Heimat aber kein Heim

Umay (Sibel Kekilli, bekannt aus der Fantasy-Serie Game of Thrones) ist 25 Jahre alt, Mutter des kleinen Cem (Nizam Schiller) und Ehefrau von Kemal (Ufuk Bayraktar). Geboren und aufgewachsen ist Umay, nun jedoch wohnt sie im großen Kreis der Familie ihres Mannes in Istanbul. Doch sie will zurück. Der herrschsüchtige Kemal behandelt sie und das Kind schlecht, schlägt sie und sperrt sie ein. Zu allem Überfluss ist Umay erneut schwanger, doch treibt sie das Kind ab und will die Flucht zurück nach Berlin nun nicht mehr aufschieben. Ohne sich zu verabschieden, reist sie gemeinsam mit Cem ab. Zuerst ist die Familie größtenteils erfreut über den Besuch. Die Eltern Kader (Settar Tanriögen) und Halime (Derya Alabora) sowie die Brüder Acar (Serhad Can), Mehmet (Tamer Yigit) und die Schwester Rana (Almila Bagriacik) empfangen die junge Mutter und ihren Sohn freundlich, doch als sie den Grund für den spontanen Besuch erfahren, kippt die Stimmung schlagartig.

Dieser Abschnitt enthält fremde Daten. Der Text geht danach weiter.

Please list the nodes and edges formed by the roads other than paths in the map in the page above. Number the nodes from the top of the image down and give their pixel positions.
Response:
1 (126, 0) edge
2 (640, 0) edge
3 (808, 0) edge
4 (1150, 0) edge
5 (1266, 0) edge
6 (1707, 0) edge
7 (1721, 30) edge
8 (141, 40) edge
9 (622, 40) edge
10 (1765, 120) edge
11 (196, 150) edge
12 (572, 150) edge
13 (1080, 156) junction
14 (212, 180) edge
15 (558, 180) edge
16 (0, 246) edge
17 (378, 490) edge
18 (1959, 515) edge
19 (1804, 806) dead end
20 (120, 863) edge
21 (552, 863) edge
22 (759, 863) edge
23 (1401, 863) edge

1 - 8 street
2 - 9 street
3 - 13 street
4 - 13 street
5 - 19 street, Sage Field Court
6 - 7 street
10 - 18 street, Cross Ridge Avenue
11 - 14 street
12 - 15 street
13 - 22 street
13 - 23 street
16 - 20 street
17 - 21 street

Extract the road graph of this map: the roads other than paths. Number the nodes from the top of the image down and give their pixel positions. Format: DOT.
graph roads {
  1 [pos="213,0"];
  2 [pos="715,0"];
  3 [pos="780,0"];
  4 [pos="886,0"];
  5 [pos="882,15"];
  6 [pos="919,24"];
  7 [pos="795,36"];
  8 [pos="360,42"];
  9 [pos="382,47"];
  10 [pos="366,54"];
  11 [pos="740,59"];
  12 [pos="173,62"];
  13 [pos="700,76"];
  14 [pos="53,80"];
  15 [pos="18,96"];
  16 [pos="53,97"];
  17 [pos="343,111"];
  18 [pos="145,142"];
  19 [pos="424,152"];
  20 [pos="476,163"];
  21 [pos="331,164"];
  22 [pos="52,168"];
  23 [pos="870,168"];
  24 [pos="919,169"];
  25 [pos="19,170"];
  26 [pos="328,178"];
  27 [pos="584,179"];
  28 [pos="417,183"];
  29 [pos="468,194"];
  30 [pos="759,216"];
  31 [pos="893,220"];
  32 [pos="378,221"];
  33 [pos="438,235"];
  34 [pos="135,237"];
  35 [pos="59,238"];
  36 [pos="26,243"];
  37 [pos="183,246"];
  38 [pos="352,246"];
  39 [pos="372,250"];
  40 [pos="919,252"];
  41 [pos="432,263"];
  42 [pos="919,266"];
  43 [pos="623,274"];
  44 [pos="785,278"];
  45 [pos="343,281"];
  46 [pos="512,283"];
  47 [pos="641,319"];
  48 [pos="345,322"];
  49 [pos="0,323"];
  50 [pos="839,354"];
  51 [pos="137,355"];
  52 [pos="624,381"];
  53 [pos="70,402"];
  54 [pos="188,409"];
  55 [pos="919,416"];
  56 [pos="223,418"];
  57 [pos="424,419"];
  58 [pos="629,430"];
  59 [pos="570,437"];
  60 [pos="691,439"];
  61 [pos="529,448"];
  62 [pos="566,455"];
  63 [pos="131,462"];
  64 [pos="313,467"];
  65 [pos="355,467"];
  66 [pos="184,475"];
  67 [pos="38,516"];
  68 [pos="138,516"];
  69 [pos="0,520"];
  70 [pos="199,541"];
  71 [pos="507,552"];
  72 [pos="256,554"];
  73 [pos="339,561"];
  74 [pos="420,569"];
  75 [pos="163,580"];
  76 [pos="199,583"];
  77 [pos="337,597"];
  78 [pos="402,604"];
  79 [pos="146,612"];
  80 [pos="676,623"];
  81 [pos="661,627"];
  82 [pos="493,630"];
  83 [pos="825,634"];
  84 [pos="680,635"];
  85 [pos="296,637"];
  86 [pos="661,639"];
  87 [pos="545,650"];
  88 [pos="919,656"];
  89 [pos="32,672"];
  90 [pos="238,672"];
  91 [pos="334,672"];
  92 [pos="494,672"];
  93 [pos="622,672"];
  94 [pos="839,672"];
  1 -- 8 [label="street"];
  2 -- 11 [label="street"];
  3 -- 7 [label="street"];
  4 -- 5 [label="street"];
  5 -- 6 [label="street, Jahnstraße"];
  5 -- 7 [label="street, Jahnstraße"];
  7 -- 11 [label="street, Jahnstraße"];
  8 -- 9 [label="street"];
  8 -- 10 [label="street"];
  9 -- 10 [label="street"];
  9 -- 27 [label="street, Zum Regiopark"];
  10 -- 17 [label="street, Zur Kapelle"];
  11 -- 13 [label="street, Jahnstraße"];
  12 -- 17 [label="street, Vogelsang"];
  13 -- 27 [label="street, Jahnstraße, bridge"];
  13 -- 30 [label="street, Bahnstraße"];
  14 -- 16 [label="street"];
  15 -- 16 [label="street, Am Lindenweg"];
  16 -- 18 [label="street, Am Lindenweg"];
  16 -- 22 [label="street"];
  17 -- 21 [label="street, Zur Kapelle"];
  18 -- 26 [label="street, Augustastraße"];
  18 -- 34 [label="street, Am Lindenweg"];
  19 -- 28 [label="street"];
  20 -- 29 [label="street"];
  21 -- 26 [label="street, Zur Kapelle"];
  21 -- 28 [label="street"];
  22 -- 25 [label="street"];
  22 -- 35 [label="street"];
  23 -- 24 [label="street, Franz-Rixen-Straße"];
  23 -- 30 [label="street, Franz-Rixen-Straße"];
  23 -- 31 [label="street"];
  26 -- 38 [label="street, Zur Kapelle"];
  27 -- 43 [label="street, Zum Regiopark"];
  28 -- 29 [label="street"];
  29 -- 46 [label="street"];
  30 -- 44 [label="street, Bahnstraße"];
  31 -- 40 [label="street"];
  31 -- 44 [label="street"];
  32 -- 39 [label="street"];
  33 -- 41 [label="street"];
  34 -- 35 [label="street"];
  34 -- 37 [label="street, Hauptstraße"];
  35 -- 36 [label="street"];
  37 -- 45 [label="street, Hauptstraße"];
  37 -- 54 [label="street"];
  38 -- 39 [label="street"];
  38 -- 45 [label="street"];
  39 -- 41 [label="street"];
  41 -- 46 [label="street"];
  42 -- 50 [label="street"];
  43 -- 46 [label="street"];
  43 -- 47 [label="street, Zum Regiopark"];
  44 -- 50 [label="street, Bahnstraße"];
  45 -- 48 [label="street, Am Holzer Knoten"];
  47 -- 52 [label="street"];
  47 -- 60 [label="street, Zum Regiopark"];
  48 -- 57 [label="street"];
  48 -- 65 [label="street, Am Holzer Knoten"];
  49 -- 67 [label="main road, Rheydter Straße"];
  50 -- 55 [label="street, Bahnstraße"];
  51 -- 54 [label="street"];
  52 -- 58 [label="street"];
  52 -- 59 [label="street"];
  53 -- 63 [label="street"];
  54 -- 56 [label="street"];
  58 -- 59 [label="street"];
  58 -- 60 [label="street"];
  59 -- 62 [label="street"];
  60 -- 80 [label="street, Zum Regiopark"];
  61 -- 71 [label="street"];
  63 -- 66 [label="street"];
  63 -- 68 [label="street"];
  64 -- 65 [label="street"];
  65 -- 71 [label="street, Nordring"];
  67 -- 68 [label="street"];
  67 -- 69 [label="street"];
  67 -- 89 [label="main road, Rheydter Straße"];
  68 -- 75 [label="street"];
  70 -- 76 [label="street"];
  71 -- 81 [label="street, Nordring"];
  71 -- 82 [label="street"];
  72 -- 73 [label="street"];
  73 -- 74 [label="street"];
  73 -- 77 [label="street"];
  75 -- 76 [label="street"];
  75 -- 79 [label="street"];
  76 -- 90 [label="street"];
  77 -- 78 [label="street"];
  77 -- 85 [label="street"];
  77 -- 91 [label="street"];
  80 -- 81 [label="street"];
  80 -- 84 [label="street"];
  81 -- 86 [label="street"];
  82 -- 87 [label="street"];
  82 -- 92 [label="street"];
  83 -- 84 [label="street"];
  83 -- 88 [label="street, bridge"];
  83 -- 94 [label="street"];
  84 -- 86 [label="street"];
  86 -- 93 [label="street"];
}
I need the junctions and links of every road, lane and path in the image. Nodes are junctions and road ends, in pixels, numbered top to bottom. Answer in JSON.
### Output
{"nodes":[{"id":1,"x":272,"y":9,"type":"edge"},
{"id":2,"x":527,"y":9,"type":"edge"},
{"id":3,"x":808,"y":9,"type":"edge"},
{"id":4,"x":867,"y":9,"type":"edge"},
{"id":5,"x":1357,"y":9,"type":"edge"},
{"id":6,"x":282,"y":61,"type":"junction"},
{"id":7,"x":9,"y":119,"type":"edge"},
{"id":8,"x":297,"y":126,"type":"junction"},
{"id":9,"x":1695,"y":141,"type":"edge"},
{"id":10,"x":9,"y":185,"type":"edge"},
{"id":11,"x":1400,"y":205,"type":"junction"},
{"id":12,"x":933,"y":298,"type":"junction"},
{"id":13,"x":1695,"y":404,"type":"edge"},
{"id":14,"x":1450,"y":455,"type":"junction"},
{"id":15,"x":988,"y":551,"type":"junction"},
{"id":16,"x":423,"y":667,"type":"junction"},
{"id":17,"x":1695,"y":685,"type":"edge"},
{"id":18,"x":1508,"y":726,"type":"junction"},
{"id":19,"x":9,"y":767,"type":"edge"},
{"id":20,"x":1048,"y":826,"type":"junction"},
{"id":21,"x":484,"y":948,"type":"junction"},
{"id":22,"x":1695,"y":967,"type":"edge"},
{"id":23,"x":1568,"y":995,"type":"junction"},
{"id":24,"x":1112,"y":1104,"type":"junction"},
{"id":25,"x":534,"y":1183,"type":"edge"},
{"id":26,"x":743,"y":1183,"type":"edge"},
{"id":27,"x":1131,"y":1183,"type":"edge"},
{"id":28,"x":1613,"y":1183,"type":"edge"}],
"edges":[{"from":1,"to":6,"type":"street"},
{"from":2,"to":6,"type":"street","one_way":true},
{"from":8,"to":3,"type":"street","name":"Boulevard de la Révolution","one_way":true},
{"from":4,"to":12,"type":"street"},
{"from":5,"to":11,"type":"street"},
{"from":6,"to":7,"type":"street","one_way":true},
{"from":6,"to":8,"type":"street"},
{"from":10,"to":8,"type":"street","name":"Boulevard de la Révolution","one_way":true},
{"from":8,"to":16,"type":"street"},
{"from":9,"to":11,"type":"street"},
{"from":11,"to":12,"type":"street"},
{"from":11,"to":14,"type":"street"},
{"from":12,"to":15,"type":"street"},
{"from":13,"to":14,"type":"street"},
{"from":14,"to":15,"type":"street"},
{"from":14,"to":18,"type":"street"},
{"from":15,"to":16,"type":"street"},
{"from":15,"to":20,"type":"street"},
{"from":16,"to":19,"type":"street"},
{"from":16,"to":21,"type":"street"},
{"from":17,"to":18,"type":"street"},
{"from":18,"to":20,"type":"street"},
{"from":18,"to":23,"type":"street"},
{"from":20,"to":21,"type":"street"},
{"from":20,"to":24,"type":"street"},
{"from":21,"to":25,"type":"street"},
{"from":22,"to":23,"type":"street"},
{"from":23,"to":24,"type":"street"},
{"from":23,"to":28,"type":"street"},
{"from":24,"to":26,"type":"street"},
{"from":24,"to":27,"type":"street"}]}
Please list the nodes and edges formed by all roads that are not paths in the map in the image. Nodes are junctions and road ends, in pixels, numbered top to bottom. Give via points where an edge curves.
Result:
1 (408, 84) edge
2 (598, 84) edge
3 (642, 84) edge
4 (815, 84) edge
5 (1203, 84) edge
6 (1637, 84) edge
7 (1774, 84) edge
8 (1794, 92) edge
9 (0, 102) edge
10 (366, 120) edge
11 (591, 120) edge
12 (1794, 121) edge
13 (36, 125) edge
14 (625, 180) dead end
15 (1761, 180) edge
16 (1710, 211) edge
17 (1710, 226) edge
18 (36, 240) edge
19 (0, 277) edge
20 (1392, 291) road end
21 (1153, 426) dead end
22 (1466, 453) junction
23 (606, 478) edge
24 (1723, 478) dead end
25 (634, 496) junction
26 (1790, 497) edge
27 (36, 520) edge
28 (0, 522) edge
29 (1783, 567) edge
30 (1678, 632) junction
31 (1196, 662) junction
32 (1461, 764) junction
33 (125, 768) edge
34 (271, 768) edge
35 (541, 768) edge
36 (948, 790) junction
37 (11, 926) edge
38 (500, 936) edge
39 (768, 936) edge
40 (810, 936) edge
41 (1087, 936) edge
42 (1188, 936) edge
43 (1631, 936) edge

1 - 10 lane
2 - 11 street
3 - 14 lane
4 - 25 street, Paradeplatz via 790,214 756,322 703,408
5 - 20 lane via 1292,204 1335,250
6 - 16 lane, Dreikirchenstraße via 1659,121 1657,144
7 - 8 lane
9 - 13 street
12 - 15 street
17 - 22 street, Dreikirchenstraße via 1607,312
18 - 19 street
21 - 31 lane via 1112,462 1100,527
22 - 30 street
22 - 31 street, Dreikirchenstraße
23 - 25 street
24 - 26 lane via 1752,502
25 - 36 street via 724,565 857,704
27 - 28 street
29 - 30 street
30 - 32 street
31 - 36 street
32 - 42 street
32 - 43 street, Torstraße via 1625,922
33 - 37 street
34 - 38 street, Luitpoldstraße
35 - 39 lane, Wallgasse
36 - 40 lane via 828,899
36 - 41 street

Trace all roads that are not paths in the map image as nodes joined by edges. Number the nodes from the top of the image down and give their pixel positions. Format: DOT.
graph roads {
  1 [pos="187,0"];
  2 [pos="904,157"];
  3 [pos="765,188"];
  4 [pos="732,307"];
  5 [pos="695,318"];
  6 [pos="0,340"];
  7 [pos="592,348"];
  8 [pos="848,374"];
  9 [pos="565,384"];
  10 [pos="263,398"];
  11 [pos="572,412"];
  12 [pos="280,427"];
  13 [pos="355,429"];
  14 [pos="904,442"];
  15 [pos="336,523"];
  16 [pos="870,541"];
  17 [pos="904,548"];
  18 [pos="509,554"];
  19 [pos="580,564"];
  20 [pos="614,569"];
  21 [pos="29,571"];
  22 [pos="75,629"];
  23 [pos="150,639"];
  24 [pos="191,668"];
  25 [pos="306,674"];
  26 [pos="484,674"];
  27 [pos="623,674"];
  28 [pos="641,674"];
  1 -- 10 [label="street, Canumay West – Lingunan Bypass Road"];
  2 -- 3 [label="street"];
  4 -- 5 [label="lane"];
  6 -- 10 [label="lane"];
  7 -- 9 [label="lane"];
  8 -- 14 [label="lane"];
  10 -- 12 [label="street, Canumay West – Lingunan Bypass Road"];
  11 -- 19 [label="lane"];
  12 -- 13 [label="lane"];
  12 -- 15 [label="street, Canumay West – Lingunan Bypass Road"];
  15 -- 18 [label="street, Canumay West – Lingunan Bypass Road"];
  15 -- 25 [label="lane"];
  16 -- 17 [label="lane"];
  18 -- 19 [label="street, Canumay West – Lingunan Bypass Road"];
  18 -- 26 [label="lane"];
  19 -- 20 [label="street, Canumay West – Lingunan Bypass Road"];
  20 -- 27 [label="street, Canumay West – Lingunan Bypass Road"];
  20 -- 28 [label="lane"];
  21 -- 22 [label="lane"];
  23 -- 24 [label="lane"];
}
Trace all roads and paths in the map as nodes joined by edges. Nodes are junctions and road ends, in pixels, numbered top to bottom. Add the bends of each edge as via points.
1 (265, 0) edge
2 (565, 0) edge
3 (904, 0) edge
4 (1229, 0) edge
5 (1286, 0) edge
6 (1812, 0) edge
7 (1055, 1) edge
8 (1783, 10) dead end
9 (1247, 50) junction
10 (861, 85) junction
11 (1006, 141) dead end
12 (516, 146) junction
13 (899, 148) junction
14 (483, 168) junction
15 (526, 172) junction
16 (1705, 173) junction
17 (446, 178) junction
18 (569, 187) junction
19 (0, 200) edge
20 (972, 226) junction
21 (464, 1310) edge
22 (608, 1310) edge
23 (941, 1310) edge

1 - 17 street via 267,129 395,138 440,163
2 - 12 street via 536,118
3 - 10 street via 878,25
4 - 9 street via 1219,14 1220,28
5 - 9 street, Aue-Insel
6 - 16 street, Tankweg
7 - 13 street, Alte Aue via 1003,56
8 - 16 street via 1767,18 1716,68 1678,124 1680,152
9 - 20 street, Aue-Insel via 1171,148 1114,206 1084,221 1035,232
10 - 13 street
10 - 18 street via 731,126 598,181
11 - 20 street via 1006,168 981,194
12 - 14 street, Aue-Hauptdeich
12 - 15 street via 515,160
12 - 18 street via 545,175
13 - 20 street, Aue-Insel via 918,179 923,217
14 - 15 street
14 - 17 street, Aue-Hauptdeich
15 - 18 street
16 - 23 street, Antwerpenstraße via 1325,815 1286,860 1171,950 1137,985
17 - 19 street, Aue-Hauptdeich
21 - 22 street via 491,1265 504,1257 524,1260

Die Tatsache, dass Umay ihren Mann verlassen hat und Cem ohne Vater aufwachsen soll, ist für die türkische Familie nicht hinnehmbar. Um die Schande zu vermeiden, drängt der Vater Umay zur Rückkehr zu ihrem Mann. Diese weigert sich und verbrennt gar ihren türkischen Pass, was die Mutter gar mit einer Ohrfeige quittiert.